Iran's Supreme Leader, in his first sermon in eight years, said yesterday that Britain and other European states who were party to a nuclear pact were “American lackeys” who "cannot be trusted".
Ayatollah Ali Khamenei told thousands of worshippers gathered in Tehran that the UK, France and Germany were “weak”, after the co-signatories to the 2015 accord triggered a formal dispute mechanism in the agreement, which could lead to UN sanctions being reimposed.
Iran has gradually scaled back its commitments under the pact in retaliation to US’s withdrawal in 2018 and its reimposition of sanctions that have crippled the country's economy.
“I told you after US withdrawal that the E3 are just paying lip service, and telling lies,” he said.
"I said I don't trust them. Now you see they're just pawns of the US. They're trying to bring Iran to its knees. US, which was your master, failed to do so, let alone you tiny ones.”
Donald Trump responded on Twitter on Friday night, telling Khamenei to be “very careful with his words”.
“The so-called ‘Supreme Leader’ of Iran, who has not been so Supreme lately, had some nasty things to say about the United States and Europe,” Trump said. “Their economy is crashing, and their people are suffering. He should be very careful with his words!”

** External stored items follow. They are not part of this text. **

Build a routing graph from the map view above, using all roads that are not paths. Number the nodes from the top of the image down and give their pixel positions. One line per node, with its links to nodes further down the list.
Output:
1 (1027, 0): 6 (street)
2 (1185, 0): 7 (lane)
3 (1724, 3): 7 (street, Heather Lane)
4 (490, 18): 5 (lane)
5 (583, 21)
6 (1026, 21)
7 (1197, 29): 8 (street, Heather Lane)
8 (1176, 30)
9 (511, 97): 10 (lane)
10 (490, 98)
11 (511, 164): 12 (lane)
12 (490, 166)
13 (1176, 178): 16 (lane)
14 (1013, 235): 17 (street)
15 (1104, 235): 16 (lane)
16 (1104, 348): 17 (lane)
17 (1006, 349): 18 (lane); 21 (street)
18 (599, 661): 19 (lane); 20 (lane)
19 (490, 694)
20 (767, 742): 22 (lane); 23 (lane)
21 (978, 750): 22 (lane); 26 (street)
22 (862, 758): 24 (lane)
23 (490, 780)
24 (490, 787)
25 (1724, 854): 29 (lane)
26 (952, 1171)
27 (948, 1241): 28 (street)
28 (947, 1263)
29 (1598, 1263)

Trump went on to urge Iran leaders to "abandon terror" and "Make Iran Great Again".
The US has threatened to impose a 25 percent tariff on imports of European cars if EU governments continue to back the nuclear deal, according to German Defence Minister Annegret Kramp-Karrenbauer.

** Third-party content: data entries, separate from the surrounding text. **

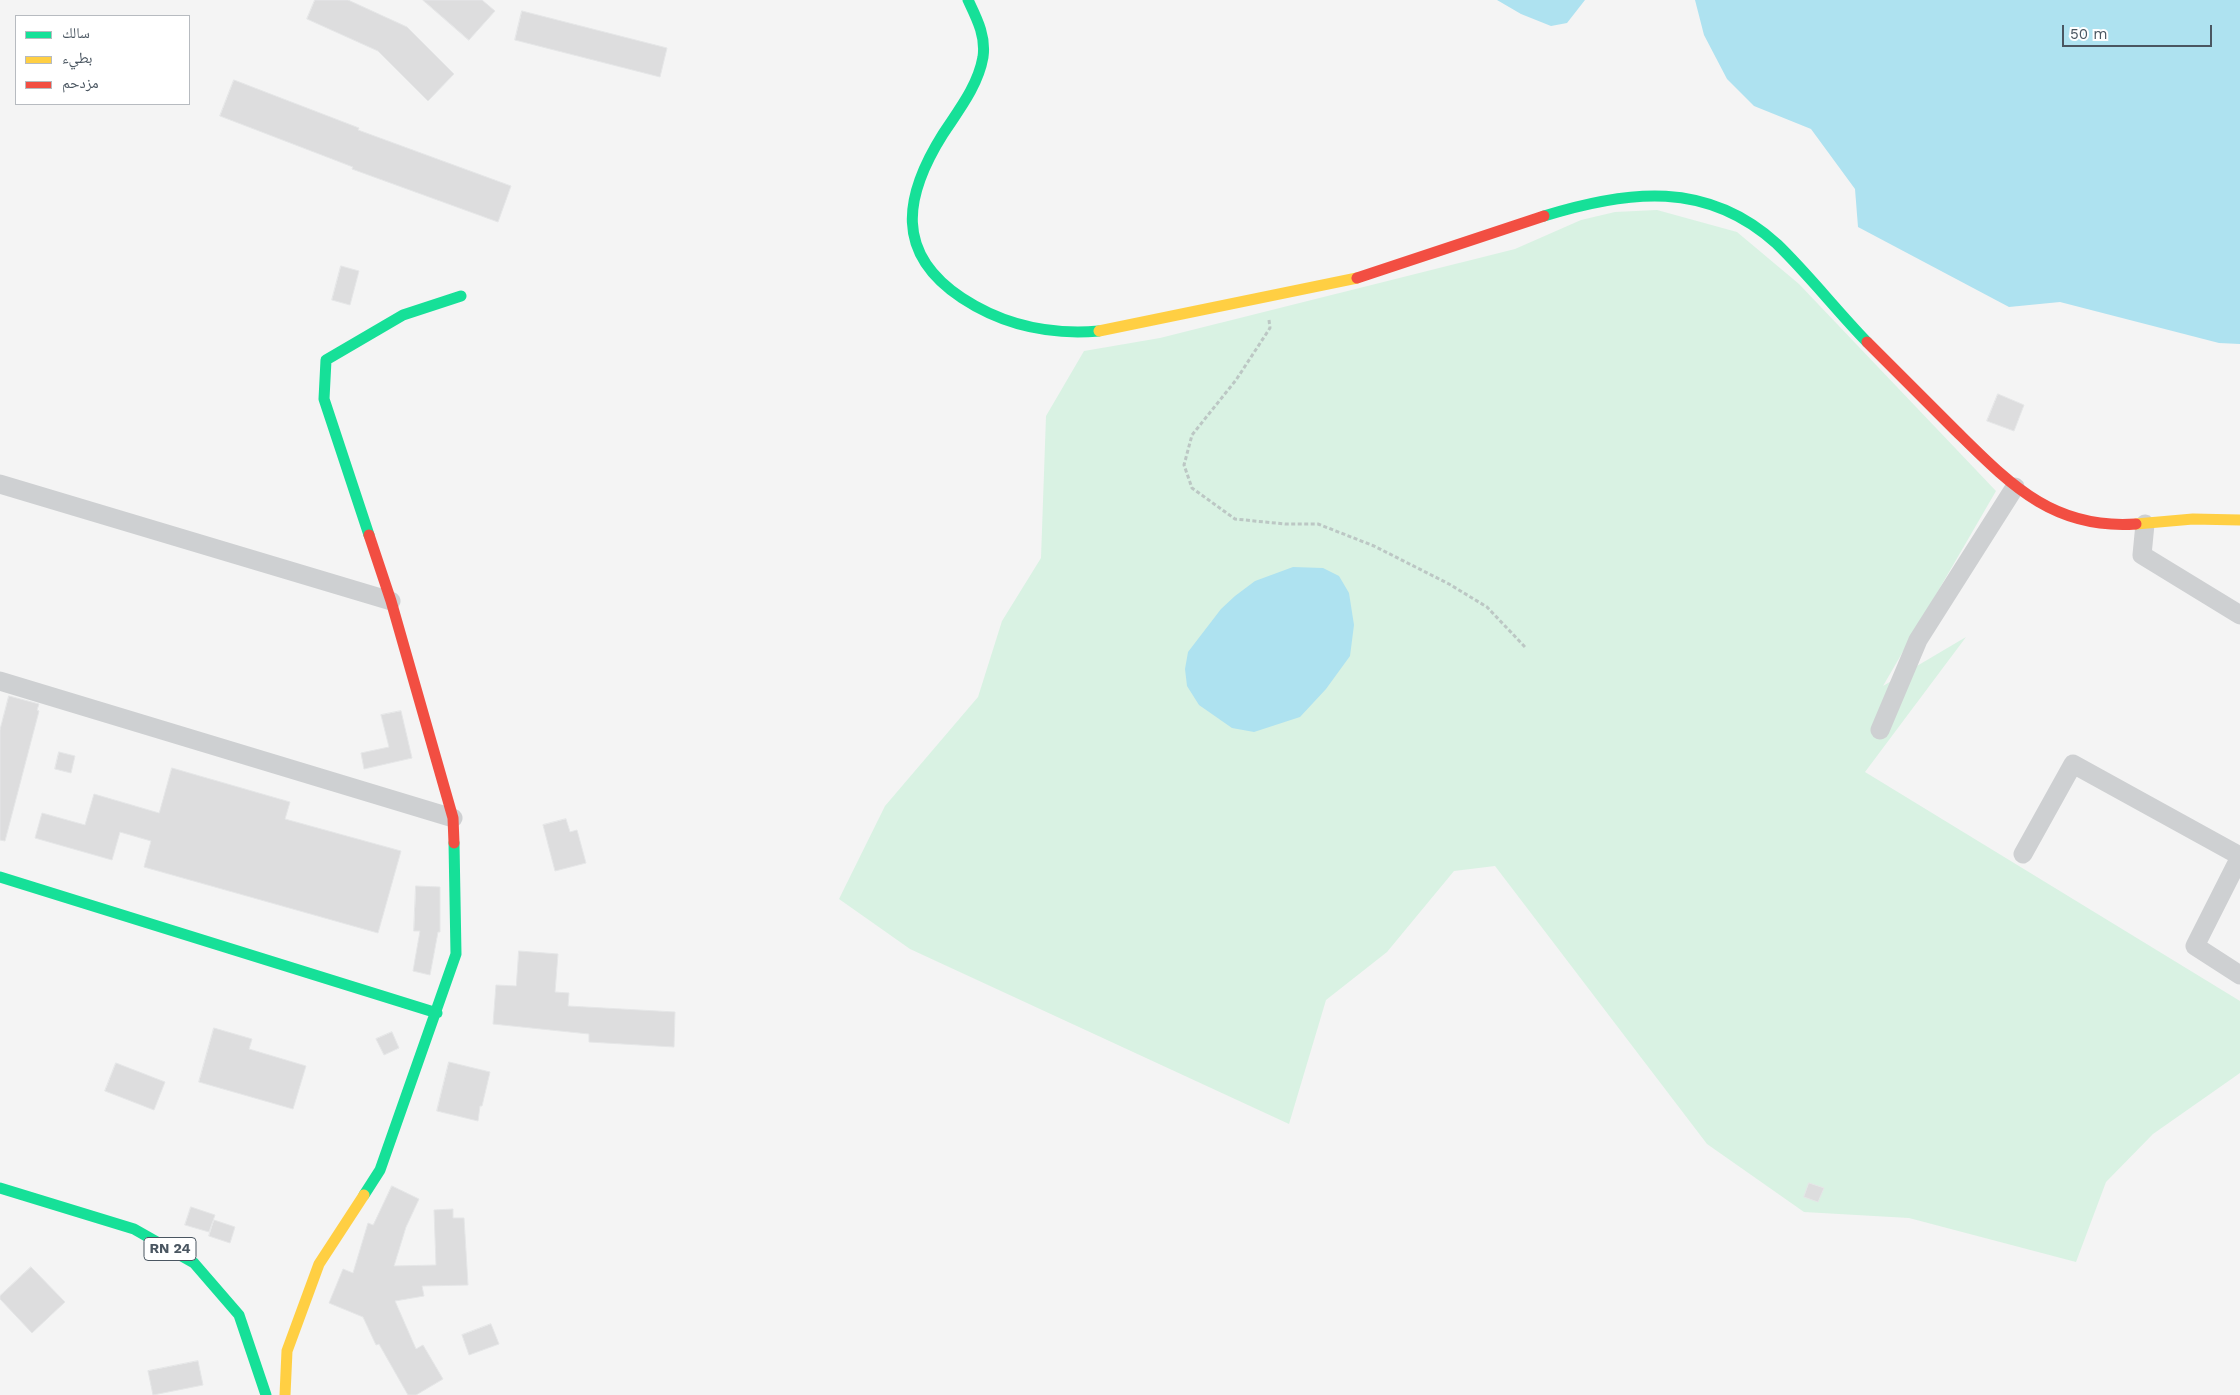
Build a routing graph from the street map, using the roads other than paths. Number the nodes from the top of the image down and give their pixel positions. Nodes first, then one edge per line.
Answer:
1 (968, 0) edge
2 (461, 296) dead end
3 (0, 484) edge
4 (2015, 487) junction
5 (2240, 520) edge
6 (2145, 524) junction
7 (391, 601) junction
8 (2240, 615) edge
9 (0, 681) edge
10 (1880, 730) dead end
11 (453, 818) junction
12 (2023, 854) dead end
13 (2240, 856) edge
14 (0, 877) edge
15 (2240, 975) edge
16 (437, 1013) junction
17 (0, 1188) edge
18 (266, 1395) edge
19 (285, 1395) edge

1 - 4 street
2 - 7 street
3 - 7 street
4 - 6 street
4 - 10 street
5 - 6 street
6 - 8 street
7 - 11 street
9 - 11 street
11 - 16 street
12 - 13 street
13 - 15 street
14 - 16 street
16 - 19 street
17 - 18 street, RN 24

Khamenei, who has held the country’s top office since 1989 and has the final say on all major decisions, addressed the nation following the US killing of celebrated Revolutionary Guard general Qassim Soleimani.

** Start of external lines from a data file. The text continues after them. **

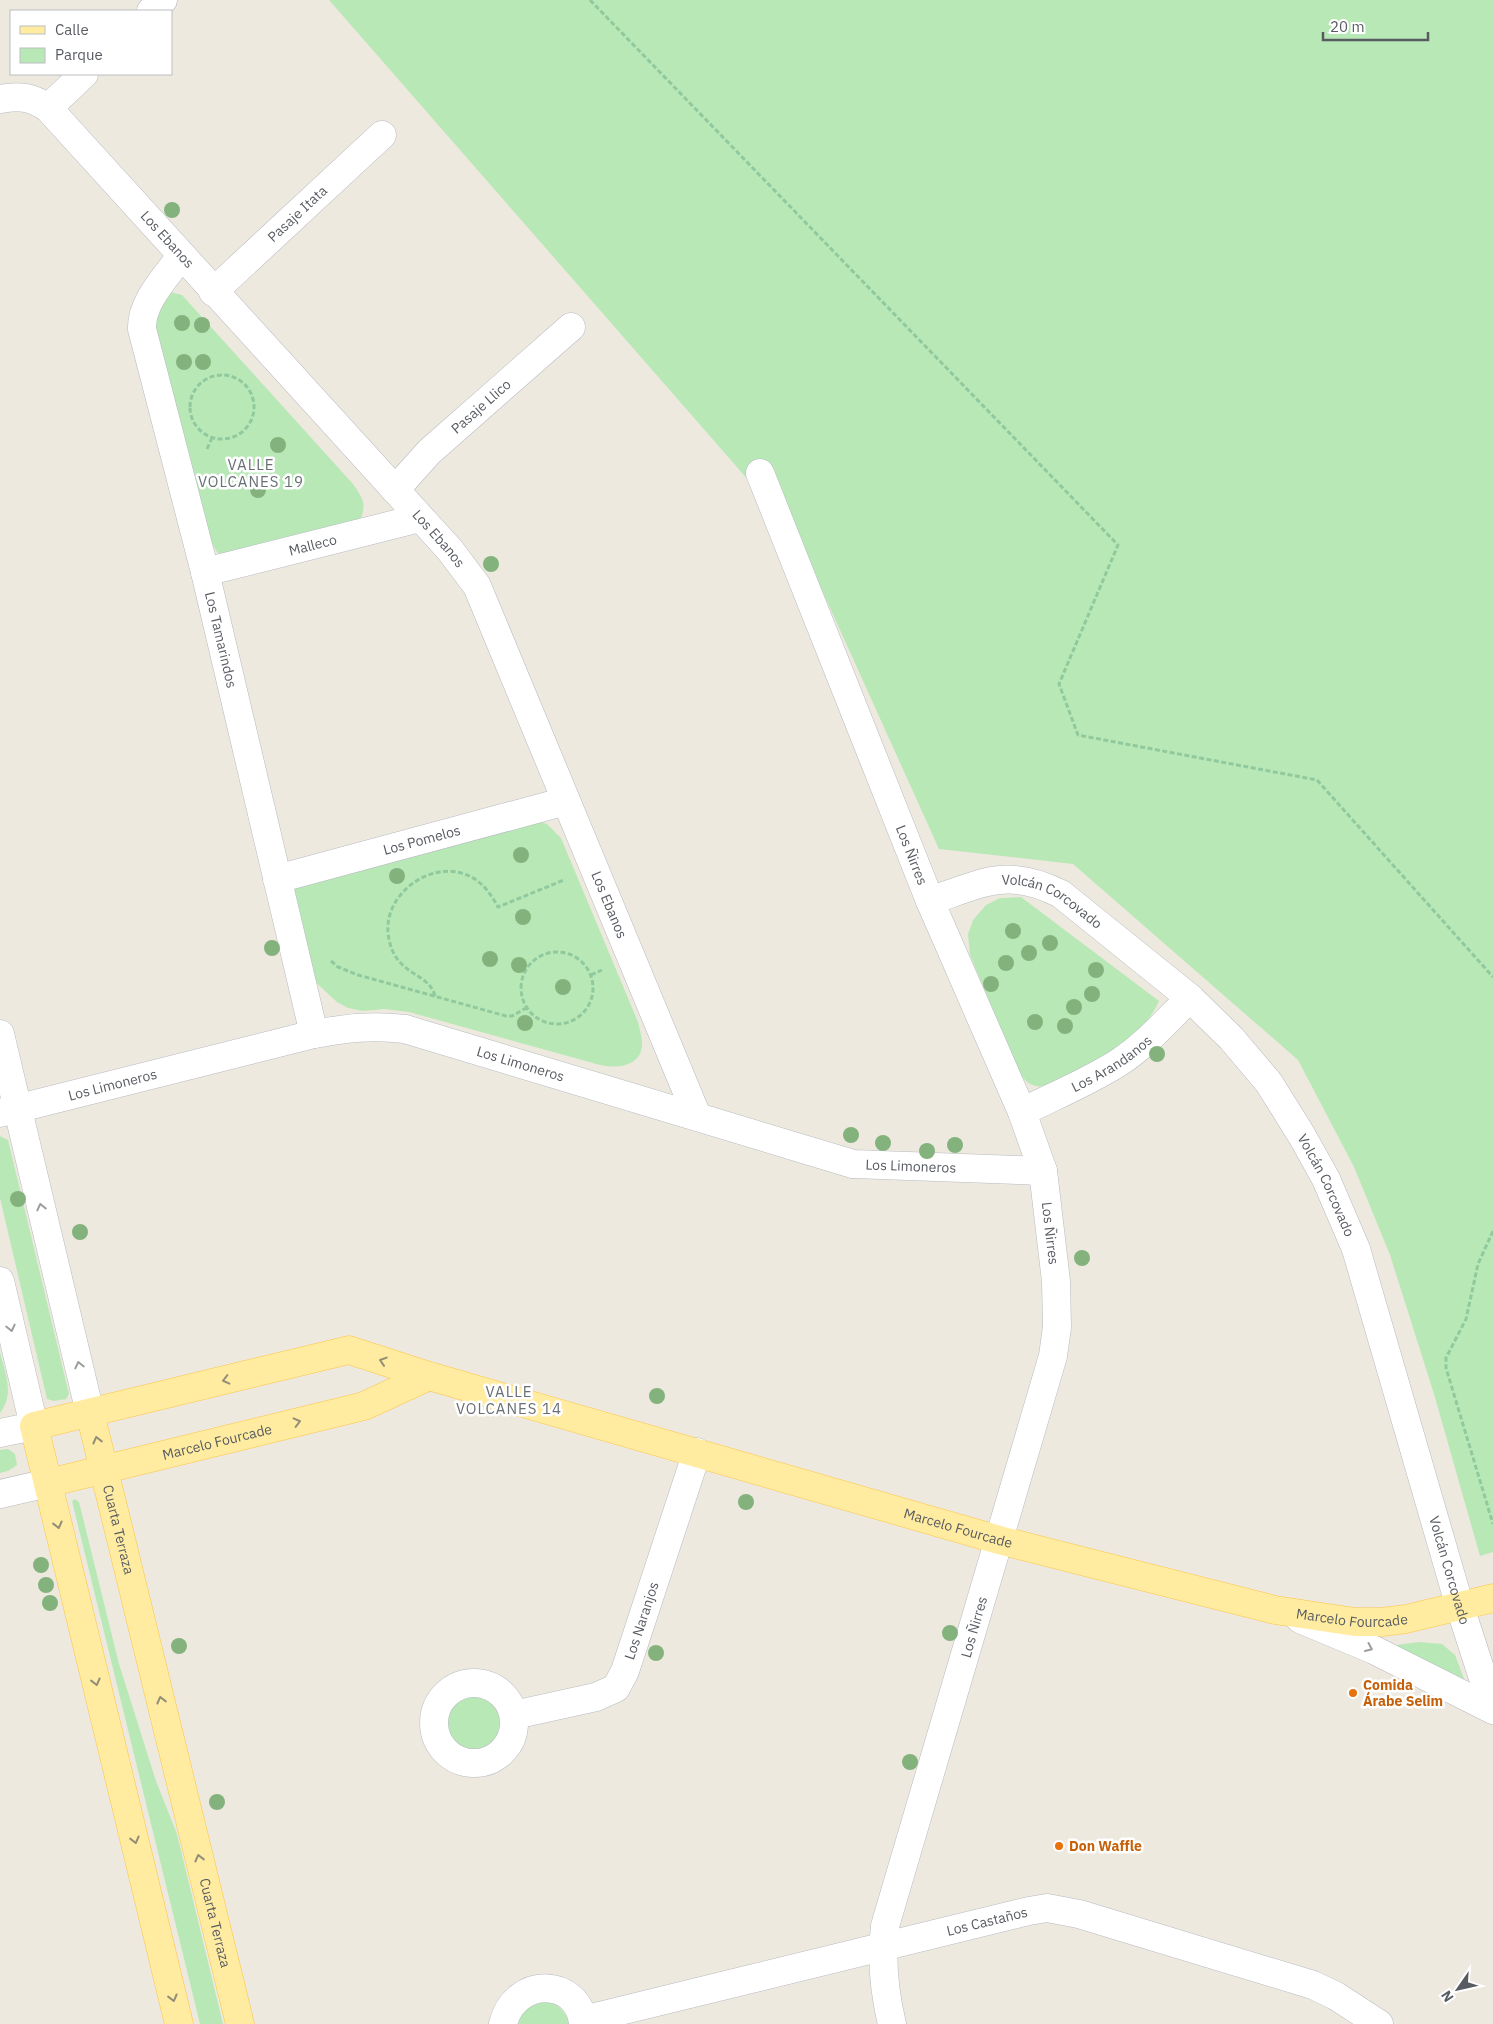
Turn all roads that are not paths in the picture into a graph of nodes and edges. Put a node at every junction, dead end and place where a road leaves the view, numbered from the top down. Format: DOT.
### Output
graph roads {
  1 [pos="163,0"];
  2 [pos="152,10"];
  3 [pos="83,75"];
  4 [pos="0,99"];
  5 [pos="48,108"];
  6 [pos="382,134"];
  7 [pos="181,256"];
  8 [pos="213,292"];
  9 [pos="571,326"];
  10 [pos="760,472"];
  11 [pos="395,490"];
  12 [pos="420,518"];
  13 [pos="205,572"];
  14 [pos="566,801"];
  15 [pos="277,879"];
  16 [pos="930,901"];
  17 [pos="1190,998"];
  18 [pos="0,1034"];
  19 [pos="314,1034"];
  20 [pos="9,1111"];
  21 [pos="1022,1112"];
  22 [pos="697,1116"];
  23 [pos="1043,1171"];
  24 [pos="0,1281"];
  25 [pos="430,1376"];
  26 [pos="90,1413"];
  27 [pos="34,1426"];
  28 [pos="0,1433"];
  29 [pos="697,1452"];
  30 [pos="104,1469"];
  31 [pos="48,1483"];
  32 [pos="0,1494"];
  33 [pos="999,1540"];
  34 [pos="1493,1598"];
  35 [pos="1460,1606"];
  36 [pos="1275,1610"];
  37 [pos="1493,1694"];
  38 [pos="1493,1710"];
  39 [pos="514,1715"];
  40 [pos="883,1945"];
  41 [pos="583,2022"];
  42 [pos="179,2024"];
  43 [pos="240,2024"];
  44 [pos="504,2024"];
  45 [pos="892,2024"];
  46 [pos="1379,2024"];
  1 -- 2 [label="street"];
  3 -- 5 [label="street"];
  4 -- 5 [label="street, Los Ebanos"];
  5 -- 7 [label="street, Los Ebanos"];
  6 -- 8 [label="street, Pasaje Itata"];
  7 -- 8 [label="street, Los Ebanos"];
  7 -- 13 [label="street, Los Tamarindos"];
  8 -- 11 [label="street, Los Ebanos"];
  9 -- 11 [label="street, Pasaje Llico"];
  10 -- 16 [label="street, Los Ñirres"];
  11 -- 12 [label="street, Los Ebanos"];
  12 -- 13 [label="street, Malleco"];
  12 -- 14 [label="street, Los Ebanos"];
  13 -- 15 [label="street, Los Tamarindos"];
  14 -- 15 [label="street, Los Pomelos"];
  14 -- 22 [label="street, Los Ebanos"];
  15 -- 19 [label="street, Los Tamarindos"];
  16 -- 17 [label="street, Volcán Corcovado"];
  16 -- 21 [label="street, Los Ñirres"];
  17 -- 21 [label="street, Los Arandanos"];
  17 -- 35 [label="street, Volcán Corcovado"];
  18 -- 20 [label="street, Cuarta Terraza"];
  19 -- 20 [label="street, Los Limoneros"];
  19 -- 22 [label="street, Los Limoneros"];
  26 -- 20 [label="street, Cuarta Terraza, one-way"];
  21 -- 23 [label="street, Los Ñirres"];
  22 -- 23 [label="street, Los Limoneros"];
  23 -- 33 [label="street, Los Ñirres"];
  24 -- 27 [label="street, one-way"];
  25 -- 26 [label="main road, Marcelo Fourcade, one-way"];
  25 -- 29 [label="main road, Marcelo Fourcade"];
  30 -- 25 [label="main road, Marcelo Fourcade, one-way"];
  26 -- 27 [label="main road, Marcelo Fourcade"];
  30 -- 26 [label="main road, Cuarta Terraza, one-way"];
  27 -- 28 [label="street, Marcelo Fourcade"];
  27 -- 31 [label="main road"];
  29 -- 33 [label="main road, Marcelo Fourcade"];
  29 -- 39 [label="street, Los Naranjos"];
  30 -- 31 [label="main road, Marcelo Fourcade"];
  43 -- 30 [label="main road, Cuarta Terraza, one-way"];
  31 -- 32 [label="street, Marcelo Fourcade"];
  31 -- 42 [label="main road, one-way"];
  33 -- 36 [label="main road, Marcelo Fourcade"];
  33 -- 40 [label="street, Los Ñirres"];
  34 -- 35 [label="main road, Marcelo Fourcade"];
  35 -- 36 [label="main road, Marcelo Fourcade"];
  35 -- 37 [label="street, Volcán Corcovado"];
  36 -- 38 [label="street, one-way"];
  40 -- 41 [label="street, Los Castaños"];
  40 -- 45 [label="street, Los Ñirres"];
  40 -- 46 [label="street, Los Castaños"];
  41 -- 44 [label="street, Los Castaños"];
}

Leading Friday prayers in the capital, which the ayatollah last did in 2012, is a symbolically significant act usually reserved for times when Iran's highest authority wishes to deliver an important message.
Striking a defiant tone, he said Mr Trump was a “clown” who pretended to support the Iranian people but would push a poisonous dagger into their backs.
He also accused Iran's "enemies", a term that usually refers to Washington and its allies, of trying to use Iran's accidental shooting down of a Ukrainian airliner to overshadow a public show of grief following the death of Soleimani.
He called the accidental downing of a Ukrainian airliner a "bitter" tragedy on Friday but said it should not overshadow the "sacrifice" of a top commander killed in a US drone strike.
"The plane crash was a bitter accident, it burned through our heart," Khamenei said. "But some tried to... portray it in a way to forget the great martyrdom and sacrifice" of Major General Soleimani, the head of the foreign operations arm of Iran's Revolutionary Guards.
"Our enemies were as happy about the plane crash as we were sad ... happy that they found something to question the Guards, the armed forces, the system."
Iran admitted last week it accidentally downed a Ukrainian airliner when it was high alert after strikes against US targets in Iraq in retaliation for Soleimani's killing.
The tragedy killed 176 people, most of them Iranians and Canadians.
Many Iranians in exile noted that Khameini did not offer any condolences to the victims of the crash, which they said showed a lack of respect.
Praising Soleimani, Khamenei said his actions beyond Iran's borders were in the service of the "security" of the nation and that the people are in favour of "firmness" and "resistance" in the face of enemies.
"The few hundred who insulted the picture of General Soleimani, are they the people of Iran? Or this million-strong crowd in the streets?" he said in an apparent reference to the reported tearing down of a portrait of the dead commander by protesters in Tehran a few days after hundreds of thousands turned out for his funeral.